L’épée est l’arme symbolique d’un chevalier. Elle est faite de trois pièces : la lame, la garde et la poignée. La lame est forgée en acier : c’est du fer que l’on travaille longtemps, de diverses manières, afin de le rendre extrêmement dur. Elle a deux tranchants et une pointe, ce qui permet de combattre d’estoc (pour percer) et de taille (pour couper). La garde sert à retenir l’arme dans la main qui, sinon, pourrait glisser. La poignée est également faite de métal, recouverte de bois ou de cuir pour aider à mieux la saisir. Fabriquer une épée est la spécialité d’artisans recherchés, qui détiennent les secrets du travail du métal. Les meilleures épées viennent d’Espagne ou d’Allemagne.
Au repos, l’épée se conserve dans un fourreau, de bois et de cuir, que le chevalier porte à sa ceinture, du côté gauche pour que la main droite puisse la saisir facilement. Comme elle est assez lourde, on double la ceinture par un baudrier qui passe par-dessus l’épaule. Certaines épées gigantesques doivent être manipulées avec les deux mains.

Masse d’armes

n plus d’une épée, les chevaliers emploient d’autres armes. Certains aiment se servir d’une masse d’armes. À l’origine, c’était un simple gourdin muni d’une tige de fer pointue. Peu à peu, on la forge entièrement en métal. L’extrémité est alors hérissée de plusieurs pointes. Le fléau est une masse d’armes articulée sur une chaîne. La lance est une longue hampe terminée par un fer pointu. D’autres combattants préfèrent la hache, plus ou moins grosse selon la musculature du combattant. Certaines haches ont une pointe recourbée à l’arrière : elle sert à désarçonner l’adversaire.
Toutes ces armes sont précieuses car elles coûtent cher. L’écuyer doit apprendre à bien les entretenir, pour éviter qu’elles ne rouillent, et à les aiguiser.

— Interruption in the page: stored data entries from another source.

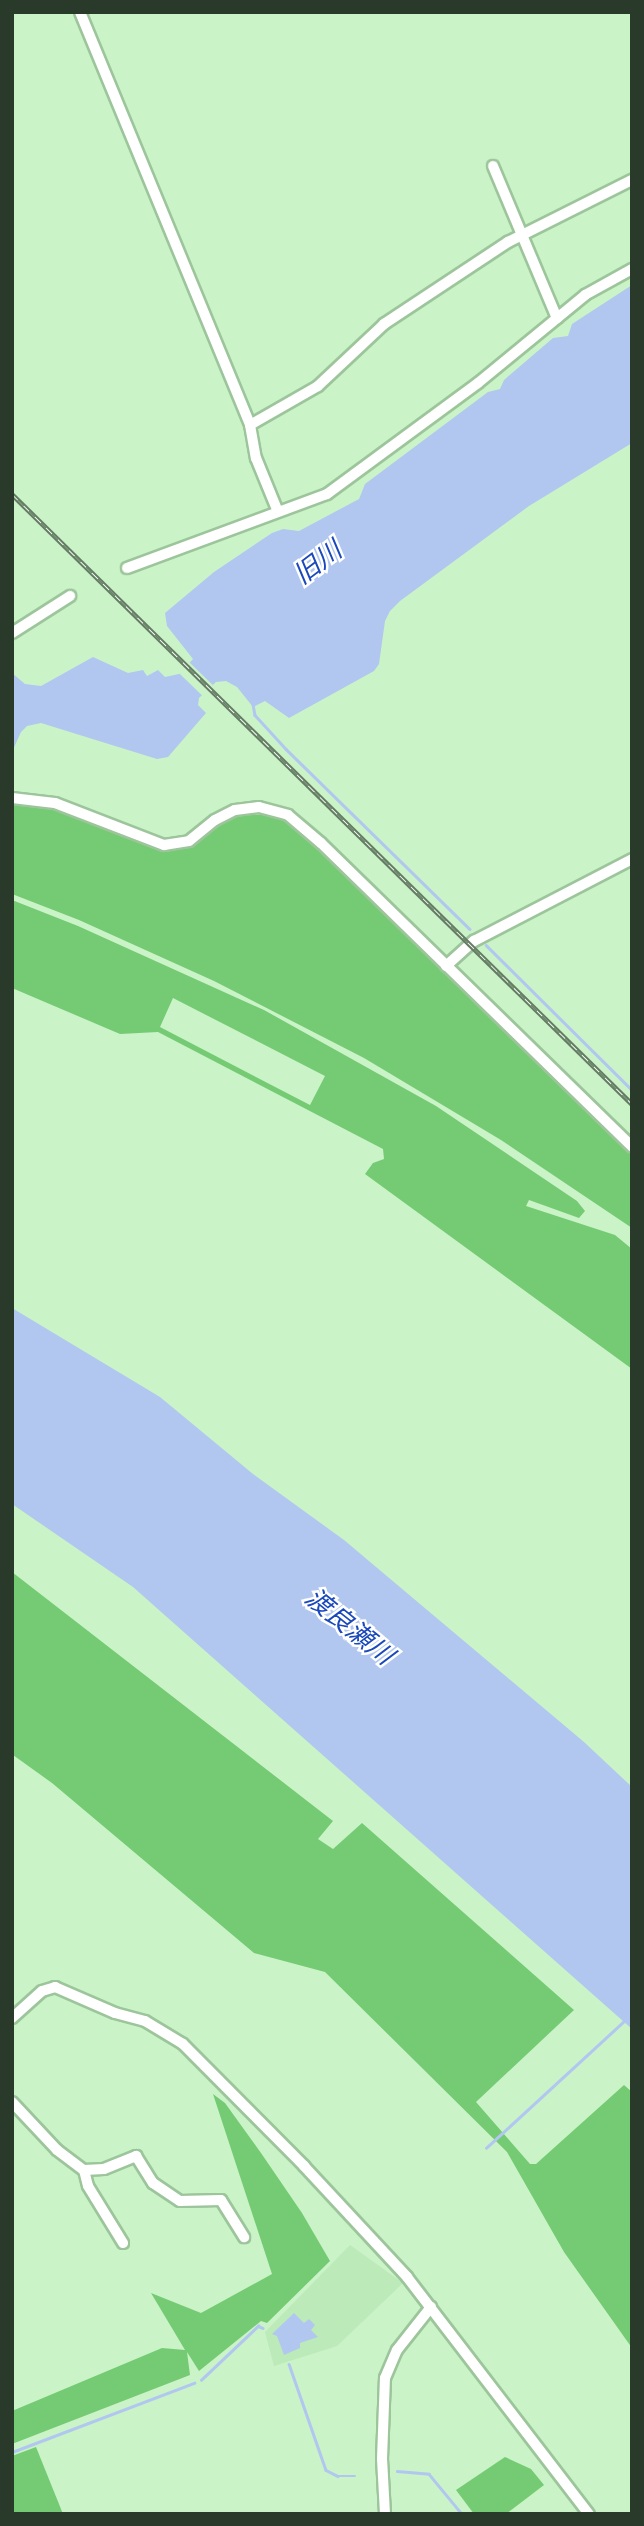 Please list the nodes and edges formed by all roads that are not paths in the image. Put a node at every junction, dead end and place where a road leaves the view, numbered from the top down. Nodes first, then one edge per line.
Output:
1 (80, 12) edge
2 (493, 166) dead end
3 (632, 180) edge
4 (520, 234) junction
5 (632, 269) edge
6 (557, 318) junction
7 (250, 425) junction
8 (278, 512) junction
9 (127, 568) dead end
10 (70, 596) dead end
11 (12, 633) edge
12 (12, 798) edge
13 (632, 859) edge
14 (446, 966) junction
15 (632, 1147) edge
16 (12, 2017) edge
17 (12, 2102) edge
18 (84, 2170) junction
19 (244, 2237) dead end
20 (123, 2243) dead end
21 (431, 2307) junction
22 (384, 2514) edge
23 (589, 2514) edge

1 - 7 street
2 - 4 street
3 - 4 street
4 - 6 street
4 - 7 street
5 - 6 street
6 - 8 street
7 - 8 street
8 - 9 street
10 - 11 street
12 - 14 street
13 - 14 street
14 - 15 street
16 - 21 street
17 - 18 street
18 - 19 street
18 - 20 street
21 - 22 street
21 - 23 street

L’écuyer doit aussi s’occuper des chevaux. Il apprend à dresser les jeunes bêtes, et à reconnaître leurs qualités et leurs défauts. Il s’exerce à monter, à tenir toutes les allures, à réagir en toute circonstance. Il s’entraîne à combattre à cheval et à porter la lance sur ce dernier. L’exercice le plus difficile est la « quintaine » : le cavalier doit, du bout de sa lance, frapper le bouclier d’un mannequin qui simule un adversaire. Mais attention : celui-ci est articulé et cogne par l’arrière sur la nuque des maladroits qui tombent à terre et se ridiculisent. Certains d’ailleurs ne s’en relèvent pas. Selon son habileté et ses prouesses, l’écuyer tente de se distinguer des autres.